> [WORK TASK]:
Nothing but an exact repetition of the listing should be returned.
* * * *
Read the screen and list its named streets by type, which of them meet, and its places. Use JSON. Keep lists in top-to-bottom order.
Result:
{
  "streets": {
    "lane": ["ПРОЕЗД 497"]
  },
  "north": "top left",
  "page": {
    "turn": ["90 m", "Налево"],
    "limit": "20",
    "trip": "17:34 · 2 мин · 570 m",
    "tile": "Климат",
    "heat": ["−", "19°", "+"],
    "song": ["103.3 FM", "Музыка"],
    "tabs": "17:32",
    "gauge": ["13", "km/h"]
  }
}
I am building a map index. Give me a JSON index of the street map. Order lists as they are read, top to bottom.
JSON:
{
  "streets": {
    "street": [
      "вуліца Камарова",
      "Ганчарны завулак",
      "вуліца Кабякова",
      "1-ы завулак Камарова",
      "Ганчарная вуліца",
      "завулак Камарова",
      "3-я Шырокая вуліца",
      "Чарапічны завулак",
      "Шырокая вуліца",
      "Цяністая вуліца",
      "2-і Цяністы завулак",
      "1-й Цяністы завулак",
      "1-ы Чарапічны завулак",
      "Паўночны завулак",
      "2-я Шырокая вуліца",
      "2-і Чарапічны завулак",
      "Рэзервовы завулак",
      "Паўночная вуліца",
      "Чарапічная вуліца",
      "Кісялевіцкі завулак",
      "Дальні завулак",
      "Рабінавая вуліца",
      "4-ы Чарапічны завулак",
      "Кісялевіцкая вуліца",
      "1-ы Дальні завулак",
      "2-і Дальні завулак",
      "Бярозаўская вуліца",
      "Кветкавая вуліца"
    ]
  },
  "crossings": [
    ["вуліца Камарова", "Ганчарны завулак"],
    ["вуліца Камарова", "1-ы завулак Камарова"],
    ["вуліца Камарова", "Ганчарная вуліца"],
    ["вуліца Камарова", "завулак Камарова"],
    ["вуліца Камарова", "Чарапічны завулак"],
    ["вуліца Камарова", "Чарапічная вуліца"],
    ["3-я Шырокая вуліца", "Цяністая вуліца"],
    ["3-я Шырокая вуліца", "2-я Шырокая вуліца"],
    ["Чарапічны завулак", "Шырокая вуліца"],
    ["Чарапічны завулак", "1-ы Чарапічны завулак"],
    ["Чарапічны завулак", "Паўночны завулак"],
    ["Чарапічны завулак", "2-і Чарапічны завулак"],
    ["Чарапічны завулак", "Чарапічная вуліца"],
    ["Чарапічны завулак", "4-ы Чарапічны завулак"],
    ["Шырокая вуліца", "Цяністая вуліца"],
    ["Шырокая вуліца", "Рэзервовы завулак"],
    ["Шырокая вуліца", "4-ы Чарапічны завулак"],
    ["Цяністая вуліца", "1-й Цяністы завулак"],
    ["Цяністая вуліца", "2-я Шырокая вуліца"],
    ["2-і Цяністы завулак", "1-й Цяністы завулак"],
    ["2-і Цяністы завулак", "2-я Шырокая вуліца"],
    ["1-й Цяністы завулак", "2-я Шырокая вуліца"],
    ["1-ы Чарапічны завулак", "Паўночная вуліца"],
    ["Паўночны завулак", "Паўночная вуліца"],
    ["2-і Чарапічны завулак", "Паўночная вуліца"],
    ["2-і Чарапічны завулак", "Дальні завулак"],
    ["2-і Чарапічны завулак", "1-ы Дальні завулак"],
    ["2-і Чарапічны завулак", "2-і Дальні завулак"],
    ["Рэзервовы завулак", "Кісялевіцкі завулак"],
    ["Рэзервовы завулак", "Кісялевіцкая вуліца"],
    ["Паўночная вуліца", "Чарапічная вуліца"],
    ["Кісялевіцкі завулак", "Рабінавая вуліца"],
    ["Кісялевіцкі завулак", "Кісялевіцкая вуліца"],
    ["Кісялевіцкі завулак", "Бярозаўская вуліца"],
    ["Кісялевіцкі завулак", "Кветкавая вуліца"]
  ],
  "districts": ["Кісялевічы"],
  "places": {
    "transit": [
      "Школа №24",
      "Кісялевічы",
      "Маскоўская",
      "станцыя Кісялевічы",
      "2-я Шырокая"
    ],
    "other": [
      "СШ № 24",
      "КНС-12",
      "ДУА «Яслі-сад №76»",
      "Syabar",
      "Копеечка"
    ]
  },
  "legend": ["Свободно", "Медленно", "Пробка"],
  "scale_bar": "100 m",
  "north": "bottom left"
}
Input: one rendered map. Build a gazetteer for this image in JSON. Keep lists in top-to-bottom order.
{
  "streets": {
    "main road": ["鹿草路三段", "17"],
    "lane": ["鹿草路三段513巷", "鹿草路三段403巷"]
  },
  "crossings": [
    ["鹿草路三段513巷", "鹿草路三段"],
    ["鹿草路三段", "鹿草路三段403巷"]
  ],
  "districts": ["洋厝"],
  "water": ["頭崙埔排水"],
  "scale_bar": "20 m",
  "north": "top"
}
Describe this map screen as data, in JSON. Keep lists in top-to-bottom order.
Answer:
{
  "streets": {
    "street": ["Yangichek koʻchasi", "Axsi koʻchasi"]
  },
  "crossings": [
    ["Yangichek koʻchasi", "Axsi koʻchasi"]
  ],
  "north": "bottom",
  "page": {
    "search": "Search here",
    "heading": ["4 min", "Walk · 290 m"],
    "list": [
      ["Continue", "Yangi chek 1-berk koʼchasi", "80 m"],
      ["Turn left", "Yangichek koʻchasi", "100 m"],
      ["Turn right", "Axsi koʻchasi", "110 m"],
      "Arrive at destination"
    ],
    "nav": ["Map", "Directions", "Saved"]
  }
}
* * * *
> [OUTPUT FOR THIS TASK]:
Read the screen and list its named streets by type, which of them meet, and its places. Use JSON. Keep lists in top-to-bottom order.
Result:
{
  "streets": {
    "lane": ["ПРОЕЗД 497"]
  },
  "north": "top left",
  "page": {
    "turn": ["90 m", "Налево"],
    "limit": "20",
    "trip": "17:34 · 2 мин · 570 m",
    "tile": "Климат",
    "heat": ["−", "19°", "+"],
    "song": ["103.3 FM", "Музыка"],
    "tabs": "17:32",
    "gauge": ["13", "km/h"]
  }
}
I am building a map index. Give me a JSON index of the street map. Order lists as they are read, top to bottom.
JSON:
{
  "streets": {
    "street": [
      "вуліца Камарова",
      "Ганчарны завулак",
      "вуліца Кабякова",
      "1-ы завулак Камарова",
      "Ганчарная вуліца",
      "завулак Камарова",
      "3-я Шырокая вуліца",
      "Чарапічны завулак",
      "Шырокая вуліца",
      "Цяністая вуліца",
      "2-і Цяністы завулак",
      "1-й Цяністы завулак",
      "1-ы Чарапічны завулак",
      "Паўночны завулак",
      "2-я Шырокая вуліца",
      "2-і Чарапічны завулак",
      "Рэзервовы завулак",
      "Паўночная вуліца",
      "Чарапічная вуліца",
      "Кісялевіцкі завулак",
      "Дальні завулак",
      "Рабінавая вуліца",
      "4-ы Чарапічны завулак",
      "Кісялевіцкая вуліца",
      "1-ы Дальні завулак",
      "2-і Дальні завулак",
      "Бярозаўская вуліца",
      "Кветкавая вуліца"
    ]
  },
  "crossings": [
    ["вуліца Камарова", "Ганчарны завулак"],
    ["вуліца Камарова", "1-ы завулак Камарова"],
    ["вуліца Камарова", "Ганчарная вуліца"],
    ["вуліца Камарова", "завулак Камарова"],
    ["вуліца Камарова", "Чарапічны завулак"],
    ["вуліца Камарова", "Чарапічная вуліца"],
    ["3-я Шырокая вуліца", "Цяністая вуліца"],
    ["3-я Шырокая вуліца", "2-я Шырокая вуліца"],
    ["Чарапічны завулак", "Шырокая вуліца"],
    ["Чарапічны завулак", "1-ы Чарапічны завулак"],
    ["Чарапічны завулак", "Паўночны завулак"],
    ["Чарапічны завулак", "2-і Чарапічны завулак"],
    ["Чарапічны завулак", "Чарапічная вуліца"],
    ["Чарапічны завулак", "4-ы Чарапічны завулак"],
    ["Шырокая вуліца", "Цяністая вуліца"],
    ["Шырокая вуліца", "Рэзервовы завулак"],
    ["Шырокая вуліца", "4-ы Чарапічны завулак"],
    ["Цяністая вуліца", "1-й Цяністы завулак"],
    ["Цяністая вуліца", "2-я Шырокая вуліца"],
    ["2-і Цяністы завулак", "1-й Цяністы завулак"],
    ["2-і Цяністы завулак", "2-я Шырокая вуліца"],
    ["1-й Цяністы завулак", "2-я Шырокая вуліца"],
    ["1-ы Чарапічны завулак", "Паўночная вуліца"],
    ["Паўночны завулак", "Паўночная вуліца"],
    ["2-і Чарапічны завулак", "Паўночная вуліца"],
    ["2-і Чарапічны завулак", "Дальні завулак"],
    ["2-і Чарапічны завулак", "1-ы Дальні завулак"],
    ["2-і Чарапічны завулак", "2-і Дальні завулак"],
    ["Рэзервовы завулак", "Кісялевіцкі завулак"],
    ["Рэзервовы завулак", "Кісялевіцкая вуліца"],
    ["Паўночная вуліца", "Чарапічная вуліца"],
    ["Кісялевіцкі завулак", "Рабінавая вуліца"],
    ["Кісялевіцкі завулак", "Кісялевіцкая вуліца"],
    ["Кісялевіцкі завулак", "Бярозаўская вуліца"],
    ["Кісялевіцкі завулак", "Кветкавая вуліца"]
  ],
  "districts": ["Кісялевічы"],
  "places": {
    "transit": [
      "Школа №24",
      "Кісялевічы",
      "Маскоўская",
      "станцыя Кісялевічы",
      "2-я Шырокая"
    ],
    "other": [
      "СШ № 24",
      "КНС-12",
      "ДУА «Яслі-сад №76»",
      "Syabar",
      "Копеечка"
    ]
  },
  "legend": ["Свободно", "Медленно", "Пробка"],
  "scale_bar": "100 m",
  "north": "bottom left"
}
Input: one rendered map. Build a gazetteer for this image in JSON. Keep lists in top-to-bottom order.
{
  "streets": {
    "main road": ["鹿草路三段", "17"],
    "lane": ["鹿草路三段513巷", "鹿草路三段403巷"]
  },
  "crossings": [
    ["鹿草路三段513巷", "鹿草路三段"],
    ["鹿草路三段", "鹿草路三段403巷"]
  ],
  "districts": ["洋厝"],
  "water": ["頭崙埔排水"],
  "scale_bar": "20 m",
  "north": "top"
}
Describe this map screen as data, in JSON. Keep lists in top-to-bottom order.
Answer:
{
  "streets": {
    "street": ["Yangichek koʻchasi", "Axsi koʻchasi"]
  },
  "crossings": [
    ["Yangichek koʻchasi", "Axsi koʻchasi"]
  ],
  "north": "bottom",
  "page": {
    "search": "Search here",
    "heading": ["4 min", "Walk · 290 m"],
    "list": [
      ["Continue", "Yangi chek 1-berk koʼchasi", "80 m"],
      ["Turn left", "Yangichek koʻchasi", "100 m"],
      ["Turn right", "Axsi koʻchasi", "110 m"],
      "Arrive at destination"
    ],
    "nav": ["Map", "Directions", "Saved"]
  }
}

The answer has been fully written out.